[INFORMATION SUPPLIED]
⟨
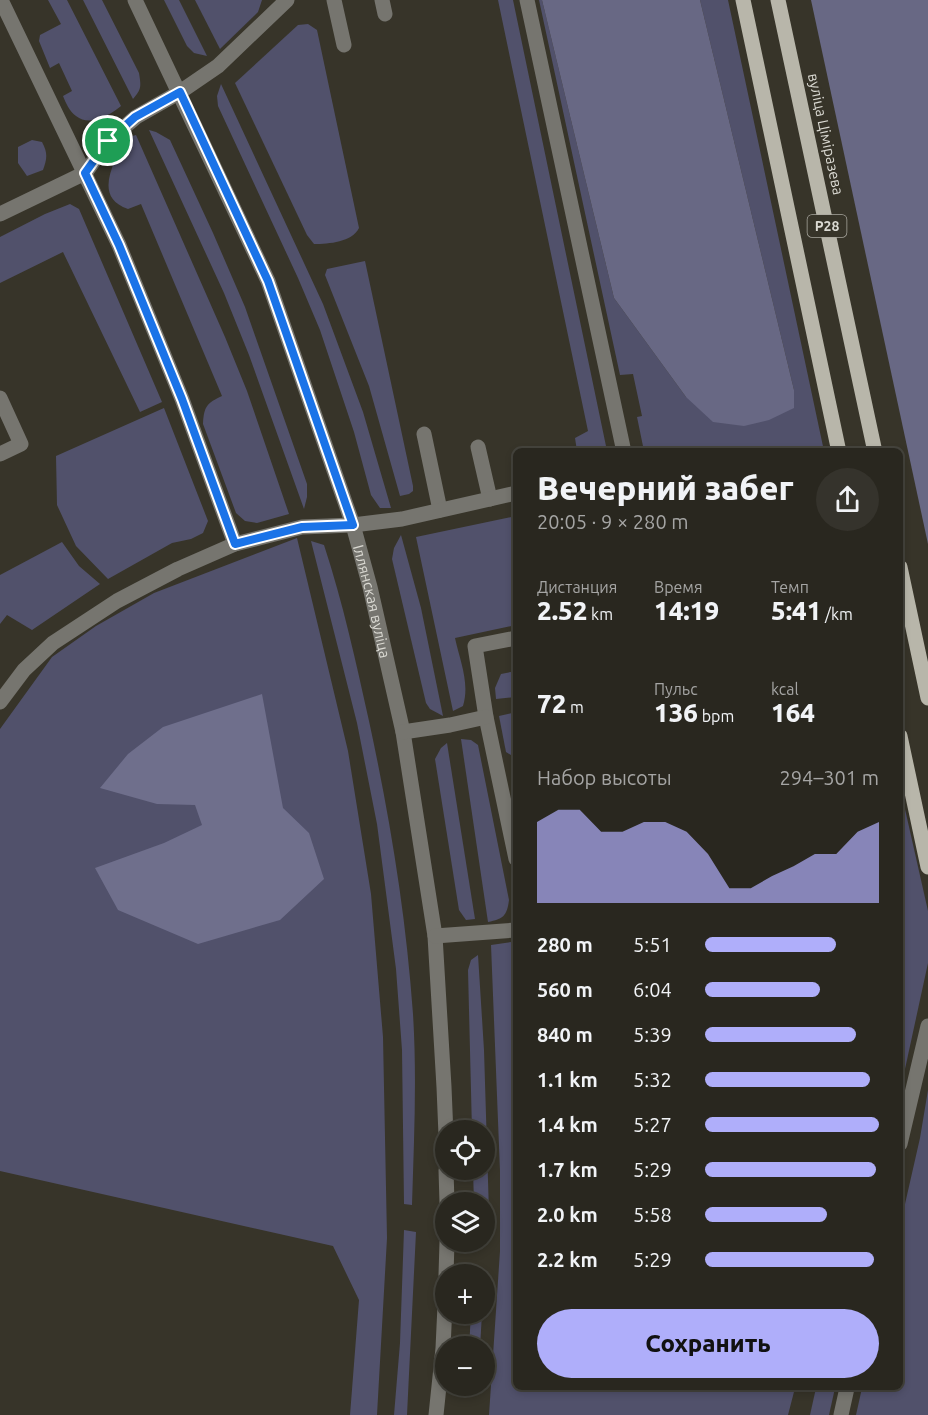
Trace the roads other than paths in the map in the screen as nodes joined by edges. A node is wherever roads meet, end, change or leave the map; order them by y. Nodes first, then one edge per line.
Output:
1 (2, 0) edge
2 (135, 0) edge
3 (287, 0) edge
4 (334, 0) edge
5 (527, 0) edge
6 (743, 0) edge
7 (778, 0) edge
8 (344, 45) dead end
9 (180, 92) junction
10 (85, 173) junction
11 (0, 214) edge
12 (0, 398) edge
13 (424, 434) dead end
14 (478, 447) dead end
15 (623, 448) edge
16 (838, 448) edge
17 (874, 448) edge
18 (0, 454) edge
19 (513, 495) edge
20 (490, 499) junction
21 (440, 510) junction
22 (353, 525) junction
23 (235, 544) junction
24 (903, 581) edge
25 (513, 639) edge
26 (928, 698) edge
27 (0, 702) edge
28 (486, 717) junction
29 (403, 732) junction
30 (903, 750) edge
31 (513, 845) edge
32 (928, 867) edge
33 (513, 930) edge
34 (435, 936) junction
35 (928, 1026) edge
36 (445, 1120) edge
37 (903, 1131) edge
38 (444, 1324) edge
39 (847, 1390) edge
40 (436, 1415) edge
41 (842, 1415) edge

1 - 10 street
2 - 9 street, Іллянская вуліца
3 - 9 street
4 - 8 street
5 - 15 street
6 - 16 main road, Р28
7 - 17 main road, вуліца Ціміразева / Р28
9 - 10 street
9 - 22 street, Іллянская вуліца
10 - 11 street
10 - 23 street
12 - 18 street
13 - 21 street
14 - 20 street
19 - 20 street
20 - 21 street
21 - 22 street
22 - 23 street
22 - 29 street, Іллянская вуліца
23 - 27 street
24 - 26 main road
25 - 28 street
28 - 29 street
28 - 31 street
29 - 34 street, Іллянская вуліца
30 - 32 main road
33 - 34 street
34 - 36 street, Іллянская вуліца
35 - 37 street
38 - 40 street
39 - 41 street

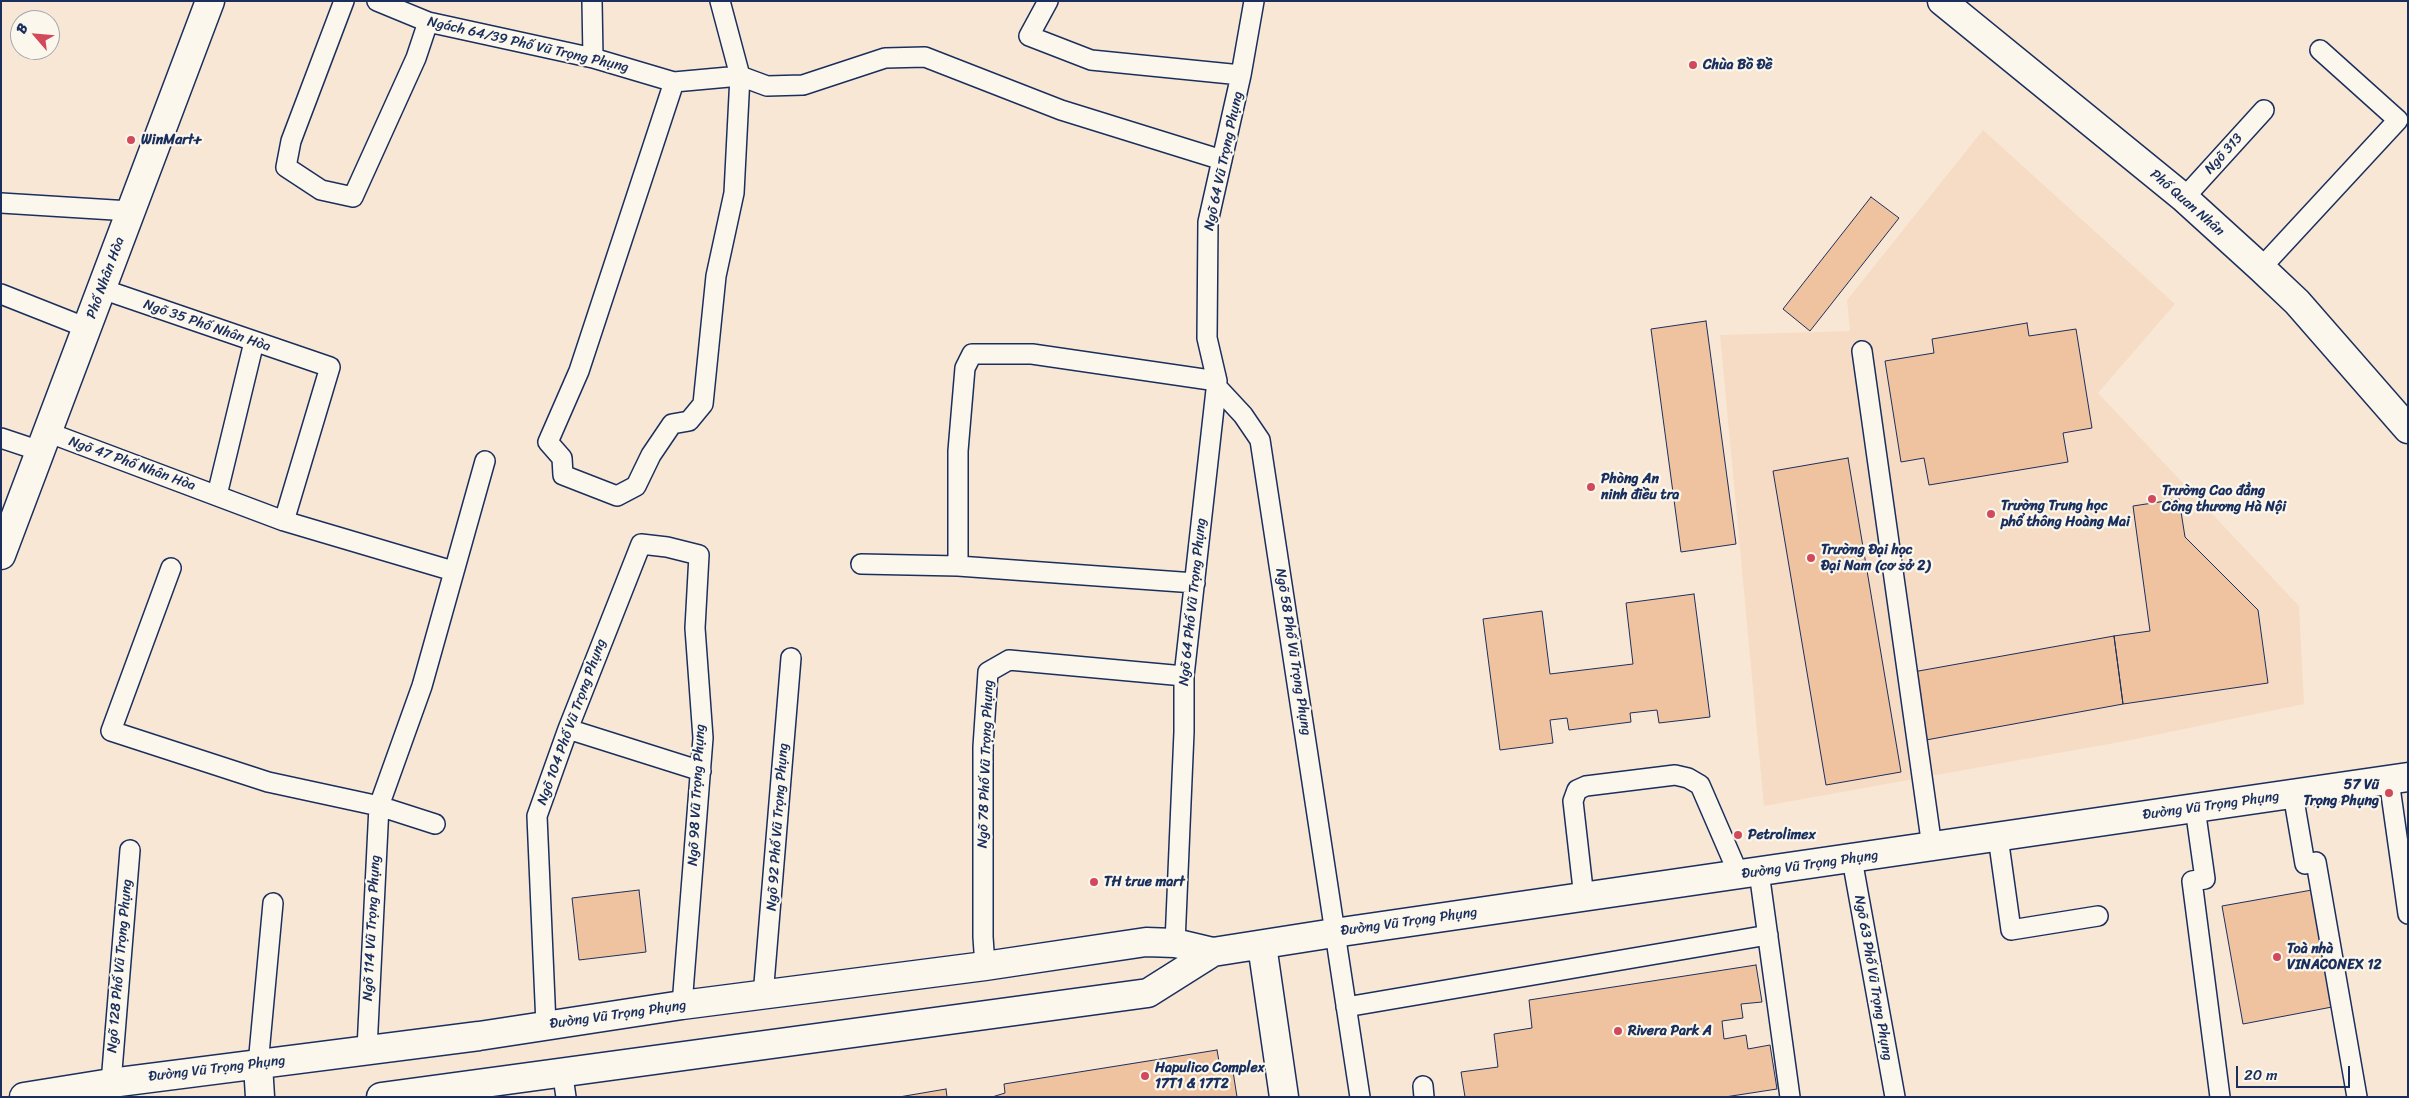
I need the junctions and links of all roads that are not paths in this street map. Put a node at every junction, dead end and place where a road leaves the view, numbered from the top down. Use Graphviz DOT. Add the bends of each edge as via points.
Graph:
graph roads {
  1 [pos="344,1"];
  2 [pos="377,1"];
  3 [pos="592,1"];
  4 [pos="720,1"];
  5 [pos="1048,1"];
  6 [pos="1254,1"];
  7 [pos="1942,1"];
  8 [pos="203,3"];
  9 [pos="428,22"];
  10 [pos="2320,50"];
  11 [pos="593,58"];
  12 [pos="1241,75"];
  13 [pos="740,76"];
  14 [pos="674,82"];
  15 [pos="2264,110"];
  16 [pos="2403,123"];
  17 [pos="1222,160"];
  18 [pos="2184,198"];
  19 [pos="1,203"];
  20 [pos="130,211"];
  21 [pos="2261,268"];
  22 [pos="102,290"];
  23 [pos="1,294"];
  24 [pos="87,328"];
  25 [pos="254,342"];
  26 [pos="1862,351"];
  27 [pos="1216,384"];
  28 [pos="2408,429"];
  29 [pos="1,438"];
  30 [pos="44,442"];
  31 [pos="485,461"];
  32 [pos="217,495"];
  33 [pos="284,521"];
  34 [pos="1,554"];
  35 [pos="699,555"];
  36 [pos="862,564"];
  37 [pos="958,566"];
  38 [pos="171,568"];
  39 [pos="453,571"];
  40 [pos="1194,583"];
  41 [pos="791,658"];
  42 [pos="1184,676"];
  43 [pos="568,729"];
  44 [pos="701,771"];
  45 [pos="2398,779"];
  46 [pos="2293,794"];
  47 [pos="379,806"];
  48 [pos="2195,808"];
  49 [pos="435,824"];
  50 [pos="1998,837"];
  51 [pos="1932,847"];
  52 [pos="130,850"];
  53 [pos="1852,859"];
  54 [pos="1749,874"];
  55 [pos="1584,898"];
  56 [pos="273,903"];
  57 [pos="2408,914"];
  58 [pos="2098,916"];
  59 [pos="1334,933"];
  60 [pos="1768,935"];
  61 [pos="1175,944"];
  62 [pos="1262,945"];
  63 [pos="1213,952"];
  64 [pos="985,966"];
  65 [pos="763,996"];
  66 [pos="682,1005"];
  67 [pos="1346,1008"];
  68 [pos="546,1025"];
  69 [pos="367,1049"];
  70 [pos="258,1065"];
  71 [pos="111,1083"];
  72 [pos="564,1084"];
  73 [pos="24,1097"];
  74 [pos="260,1097"];
  75 [pos="381,1097"];
  76 [pos="1284,1097"];
  77 [pos="1360,1097"];
  78 [pos="1790,1097"];
  79 [pos="1894,1097"];
  80 [pos="2220,1097"];
  81 [pos="2357,1097"];
  1 -- 9 [label="lane" via="291,141 286,166 321,190 353,197 416,58"];
  2 -- 9 [label="lane, Ngách 64/39 Phố Vũ Trọng Phụng"];
  3 -- 11 [label="lane"];
  4 -- 13 [label="lane"];
  5 -- 12 [label="lane" via="1029,36 1092,60"];
  6 -- 12 [label="lane, Ngõ 64 Vũ Trọng Phụng"];
  7 -- 18 [label="street, Phố Quan Nhân"];
  8 -- 20 [label="street, Phố Nhân Hòa"];
  9 -- 11 [label="lane, Ngách 64/39 Phố Vũ Trọng Phụng"];
  10 -- 16 [label="lane"];
  11 -- 14 [label="lane, Ngách 64/39 Phố Vũ Trọng Phụng"];
  12 -- 17 [label="lane, Ngõ 64 Vũ Trọng Phụng"];
  13 -- 14 [label="lane, Ngách 64/39 Phố Vũ Trọng Phụng"];
  13 -- 14 [label="lane" via="734,193 716,276 704,404 689,421 672,424 651,455 636,486 617,496 563,475 562,458 548,442 579,371"];
  13 -- 17 [label="lane" via="767,86 803,85 885,58 925,57 1061,110"];
  15 -- 18 [label="lane, Ngõ 313"];
  16 -- 21 [label="lane"];
  17 -- 27 [label="lane, Ngõ 64 Vũ Trọng Phụng" via="1208,222 1207,338"];
  18 -- 21 [label="street, Phố Quan Nhân"];
  19 -- 20 [label="lane"];
  20 -- 22 [label="street, Phố Nhân Hòa"];
  21 -- 28 [label="street, Phố Quan Nhân" via="2297,302"];
  22 -- 24 [label="street, Phố Nhân Hòa"];
  22 -- 25 [label="lane, Ngõ 35 Phố Nhân Hòa"];
  23 -- 24 [label="lane"];
  24 -- 30 [label="street, Phố Nhân Hòa"];
  25 -- 32 [label="lane"];
  25 -- 33 [label="lane, Ngõ 35 Phố Nhân Hòa" via="330,367"];
  26 -- 51 [label="lane"];
  27 -- 37 [label="lane" via="1032,354 972,354 965,368 958,451"];
  27 -- 40 [label="lane, Ngõ 64 Phố Vũ Trọng Phụng"];
  27 -- 59 [label="lane, Ngõ 58 Phố Vũ Trọng Phụng" via="1260,440"];
  29 -- 30 [label="lane, Ngõ 47 Phố Nhân Hòa"];
  30 -- 32 [label="lane, Ngõ 47 Phố Nhân Hòa"];
  30 -- 34 [label="street, Phố Nhân Hòa"];
  31 -- 39 [label="lane, Ngõ 114 Vũ Trọng Phụng"];
  32 -- 33 [label="lane, Ngõ 47 Phố Nhân Hòa"];
  33 -- 39 [label="lane, Ngõ 47 Phố Nhân Hòa"];
  35 -- 43 [label="lane, Ngõ 104 Phố Vũ Trọng Phụng" via="641,544"];
  35 -- 44 [label="lane, Ngõ 98 Vũ Trọng Phụng" via="695,628 703,738"];
  36 -- 37 [label="lane"];
  37 -- 40 [label="lane"];
  38 -- 47 [label="lane" via="110,731 268,782"];
  39 -- 47 [label="lane, Ngõ 114 Vũ Trọng Phụng" via="422,686"];
  40 -- 42 [label="lane, Ngõ 64 Phố Vũ Trọng Phụng"];
  41 -- 65 [label="lane, Ngõ 92 Phố Vũ Trọng Phụng"];
  42 -- 61 [label="lane, Ngõ 64 Phố Vũ Trọng Phụng"];
  42 -- 64 [label="lane, Ngõ 78 Phố Vũ Trọng Phụng" via="1009,660 988,672 983,747"];
  43 -- 44 [label="lane"];
  43 -- 68 [label="lane, Ngõ 104 Phố Vũ Trọng Phụng" via="537,816"];
  44 -- 66 [label="lane, Ngõ 98 Vũ Trọng Phụng"];
  45 -- 46 [label="street, Đường Vũ Trọng Phụng"];
  45 -- 57 [label="lane"];
  46 -- 48 [label="street, Đường Vũ Trọng Phụng"];
  46 -- 81 [label="lane" via="2305,864 2316,862"];
  47 -- 49 [label="lane"];
  47 -- 69 [label="lane, Ngõ 114 Vũ Trọng Phụng"];
  48 -- 50 [label="street, Đường Vũ Trọng Phụng"];
  48 -- 80 [label="lane" via="2205,879 2192,881"];
  50 -- 51 [label="street, Đường Vũ Trọng Phụng"];
  50 -- 58 [label="lane" via="2011,930"];
  51 -- 53 [label="street, Đường Vũ Trọng Phụng"];
  52 -- 71 [label="lane, Ngõ 128 Phố Vũ Trọng Phụng"];
  53 -- 54 [label="street, Đường Vũ Trọng Phụng"];
  53 -- 79 [label="lane, Ngõ 63 Phố Vũ Trọng Phụng"];
  54 -- 55 [label="street, Đường Vũ Trọng Phụng"];
  54 -- 55 [label="lane" via="1700,785 1688,778 1675,775 1586,786 1577,790 1573,801"];
  54 -- 60 [label="lane"];
  55 -- 59 [label="street, Đường Vũ Trọng Phụng"];
  56 -- 70 [label="lane"];
  59 -- 62 [label="street, Đường Vũ Trọng Phụng"];
  59 -- 67 [label="lane, Ngõ 58 Phố Vũ Trọng Phụng"];
  60 -- 67 [label="lane"];
  60 -- 78 [label="lane"];
  61 -- 63 [label="street, Đường Vũ Trọng Phụng"];
  61 -- 64 [label="street, Đường Vũ Trọng Phụng" via="1146,942"];
  62 -- 63 [label="street, Đường Vũ Trọng Phụng"];
  62 -- 76 [label="street"];
  63 -- 72 [label="street, Đường Vũ Trọng Phụng" via="1148,993"];
  64 -- 65 [label="street, Đường Vũ Trọng Phụng"];
  65 -- 66 [label="street, Đường Vũ Trọng Phụng"];
  66 -- 68 [label="street, Đường Vũ Trọng Phụng"];
  67 -- 77 [label="lane, Ngõ 58 Phố Vũ Trọng Phụng"];
  68 -- 69 [label="street, Đường Vũ Trọng Phụng"];
  69 -- 70 [label="street, Đường Vũ Trọng Phụng"];
  70 -- 71 [label="street, Đường Vũ Trọng Phụng"];
  70 -- 74 [label="street"];
  71 -- 73 [label="street, Đường Vũ Trọng Phụng"];
  72 -- 75 [label="street, Đường Vũ Trọng Phụng"];
}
⟩
[TO DO] The first line of the listing through the line with "I need the junctions": repeat exactly that span and nothing more, skipping pictures.

[SOLUTION TO THIS PROBLEM]
Trace the roads other than paths in the map in the screen as nodes joined by edges. A node is wherever roads meet, end, change or leave the map; order them by y. Nodes first, then one edge per line.
Output:
1 (2, 0) edge
2 (135, 0) edge
3 (287, 0) edge
4 (334, 0) edge
5 (527, 0) edge
6 (743, 0) edge
7 (778, 0) edge
8 (344, 45) dead end
9 (180, 92) junction
10 (85, 173) junction
11 (0, 214) edge
12 (0, 398) edge
13 (424, 434) dead end
14 (478, 447) dead end
15 (623, 448) edge
16 (838, 448) edge
17 (874, 448) edge
18 (0, 454) edge
19 (513, 495) edge
20 (490, 499) junction
21 (440, 510) junction
22 (353, 525) junction
23 (235, 544) junction
24 (903, 581) edge
25 (513, 639) edge
26 (928, 698) edge
27 (0, 702) edge
28 (486, 717) junction
29 (403, 732) junction
30 (903, 750) edge
31 (513, 845) edge
32 (928, 867) edge
33 (513, 930) edge
34 (435, 936) junction
35 (928, 1026) edge
36 (445, 1120) edge
37 (903, 1131) edge
38 (444, 1324) edge
39 (847, 1390) edge
40 (436, 1415) edge
41 (842, 1415) edge

1 - 10 street
2 - 9 street, Іллянская вуліца
3 - 9 street
4 - 8 street
5 - 15 street
6 - 16 main road, Р28
7 - 17 main road, вуліца Ціміразева / Р28
9 - 10 street
9 - 22 street, Іллянская вуліца
10 - 11 street
10 - 23 street
12 - 18 street
13 - 21 street
14 - 20 street
19 - 20 street
20 - 21 street
21 - 22 street
22 - 23 street
22 - 29 street, Іллянская вуліца
23 - 27 street
24 - 26 main road
25 - 28 street
28 - 29 street
28 - 31 street
29 - 34 street, Іллянская вуліца
30 - 32 main road
33 - 34 street
34 - 36 street, Іллянская вуліца
35 - 37 street
38 - 40 street
39 - 41 street

I need the junctions and links of all roads that are not paths in this street map. Put a node at every junction, dead end and place where a road leaves the view, numbered from the top down. Use Graphviz DOT. Add the bends of each edge as via points.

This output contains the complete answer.